● **Work task**:
Gather every line in the records below that contains the word "const".
---+---
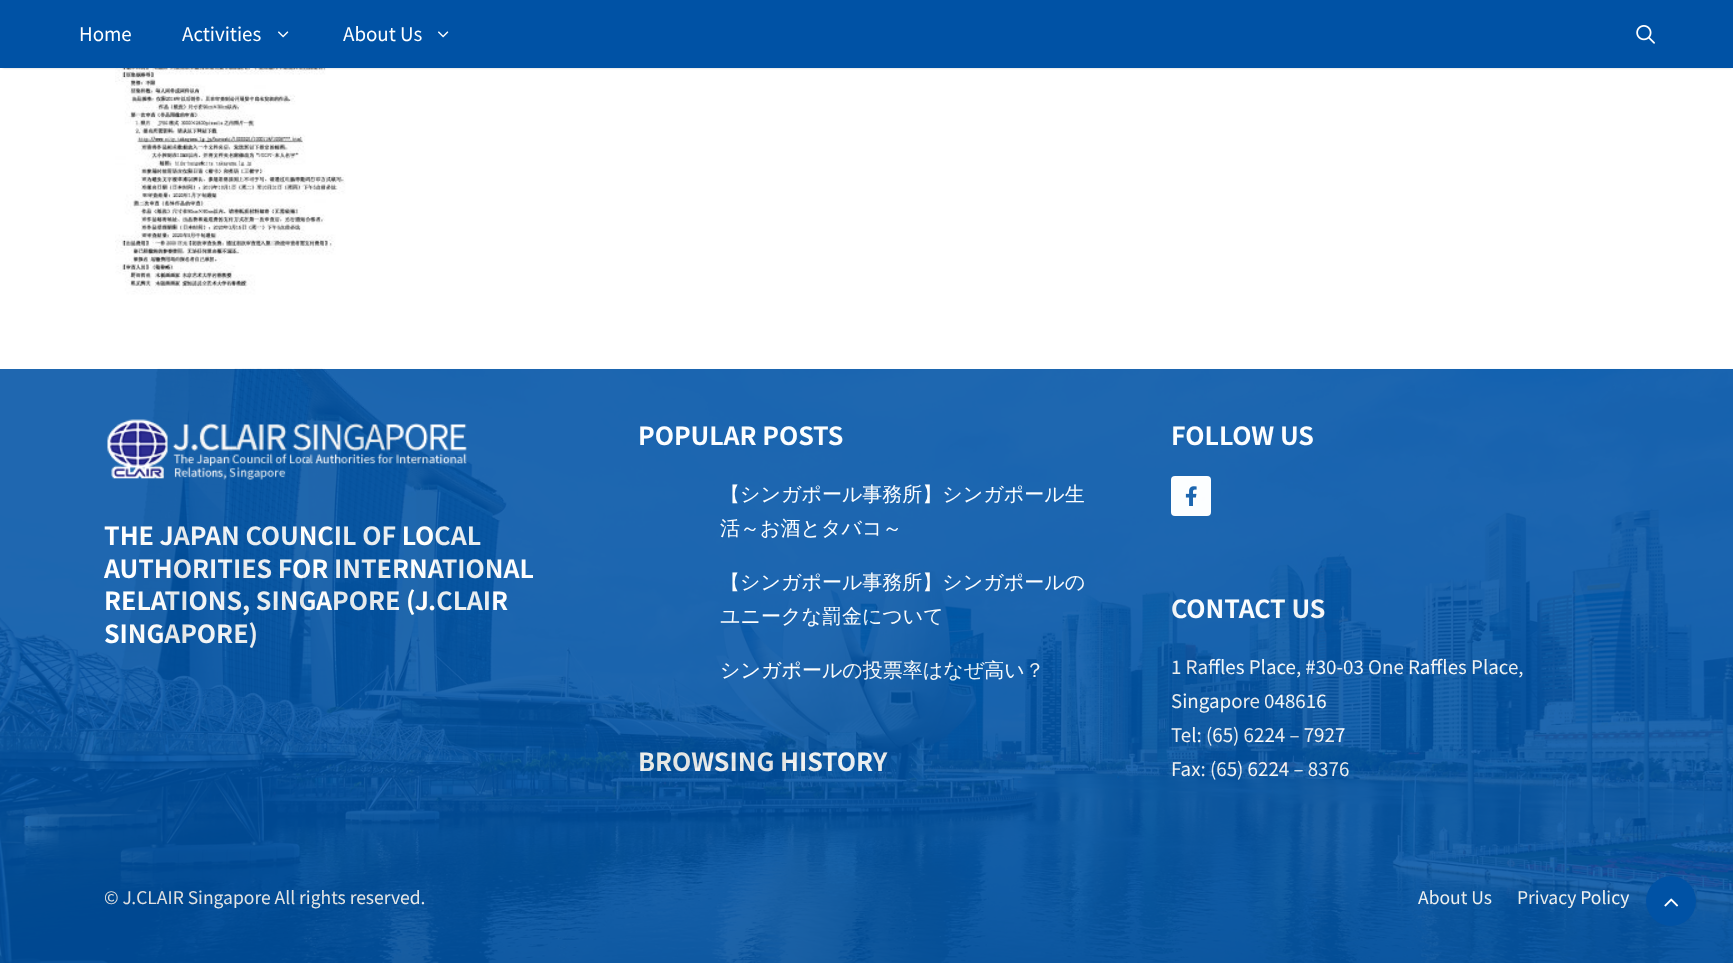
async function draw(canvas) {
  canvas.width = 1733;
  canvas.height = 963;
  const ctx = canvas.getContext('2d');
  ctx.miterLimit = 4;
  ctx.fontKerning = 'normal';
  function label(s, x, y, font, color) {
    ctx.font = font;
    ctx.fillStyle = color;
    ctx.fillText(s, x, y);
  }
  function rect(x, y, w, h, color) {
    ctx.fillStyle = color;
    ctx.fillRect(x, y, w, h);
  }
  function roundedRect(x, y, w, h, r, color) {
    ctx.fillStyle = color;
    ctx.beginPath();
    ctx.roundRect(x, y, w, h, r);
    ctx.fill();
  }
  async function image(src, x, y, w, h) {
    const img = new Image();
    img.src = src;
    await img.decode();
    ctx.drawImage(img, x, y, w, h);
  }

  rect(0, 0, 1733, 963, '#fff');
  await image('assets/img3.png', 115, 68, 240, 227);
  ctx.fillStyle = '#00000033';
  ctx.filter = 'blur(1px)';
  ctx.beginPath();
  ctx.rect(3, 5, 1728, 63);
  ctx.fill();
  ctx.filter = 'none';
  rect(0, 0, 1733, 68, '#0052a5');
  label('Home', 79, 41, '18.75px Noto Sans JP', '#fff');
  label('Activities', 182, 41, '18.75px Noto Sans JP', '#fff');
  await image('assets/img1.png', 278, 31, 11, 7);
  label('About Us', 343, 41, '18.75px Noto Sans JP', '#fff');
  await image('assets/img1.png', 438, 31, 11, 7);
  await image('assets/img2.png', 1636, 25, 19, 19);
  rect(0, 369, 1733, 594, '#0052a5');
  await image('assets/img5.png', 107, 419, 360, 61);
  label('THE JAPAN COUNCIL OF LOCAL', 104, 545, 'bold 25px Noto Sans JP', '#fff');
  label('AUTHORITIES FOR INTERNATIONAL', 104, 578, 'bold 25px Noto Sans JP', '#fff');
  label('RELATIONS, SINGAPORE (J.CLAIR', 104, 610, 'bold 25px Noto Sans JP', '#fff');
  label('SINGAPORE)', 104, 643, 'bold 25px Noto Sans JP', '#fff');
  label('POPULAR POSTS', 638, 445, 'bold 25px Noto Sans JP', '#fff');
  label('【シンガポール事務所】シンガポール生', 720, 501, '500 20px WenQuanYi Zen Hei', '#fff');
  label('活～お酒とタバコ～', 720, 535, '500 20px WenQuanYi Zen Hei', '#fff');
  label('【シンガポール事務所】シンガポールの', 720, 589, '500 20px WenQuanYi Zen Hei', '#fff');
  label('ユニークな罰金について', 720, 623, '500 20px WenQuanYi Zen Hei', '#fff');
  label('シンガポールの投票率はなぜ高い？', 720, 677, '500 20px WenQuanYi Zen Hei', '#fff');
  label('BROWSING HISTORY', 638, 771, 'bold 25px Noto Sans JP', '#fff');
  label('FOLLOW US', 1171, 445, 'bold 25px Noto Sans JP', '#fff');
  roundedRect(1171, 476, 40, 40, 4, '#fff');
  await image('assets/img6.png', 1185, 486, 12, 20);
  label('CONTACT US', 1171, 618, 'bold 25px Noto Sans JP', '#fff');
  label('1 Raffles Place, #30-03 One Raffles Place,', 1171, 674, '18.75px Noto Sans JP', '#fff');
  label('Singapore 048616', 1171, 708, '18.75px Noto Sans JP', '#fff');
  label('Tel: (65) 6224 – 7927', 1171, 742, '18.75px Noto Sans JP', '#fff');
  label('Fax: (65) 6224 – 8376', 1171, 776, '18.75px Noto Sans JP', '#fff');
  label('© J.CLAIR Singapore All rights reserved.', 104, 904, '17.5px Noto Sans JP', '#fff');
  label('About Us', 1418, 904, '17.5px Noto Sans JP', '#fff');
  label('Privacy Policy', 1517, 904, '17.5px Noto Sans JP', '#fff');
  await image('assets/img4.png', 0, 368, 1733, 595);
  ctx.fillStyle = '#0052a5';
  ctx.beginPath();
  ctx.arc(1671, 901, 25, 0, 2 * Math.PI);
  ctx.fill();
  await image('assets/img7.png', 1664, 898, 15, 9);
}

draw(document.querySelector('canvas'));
---+---
● **Written response**:
  const ctx = canvas.getContext('2d');
    const img = new Image();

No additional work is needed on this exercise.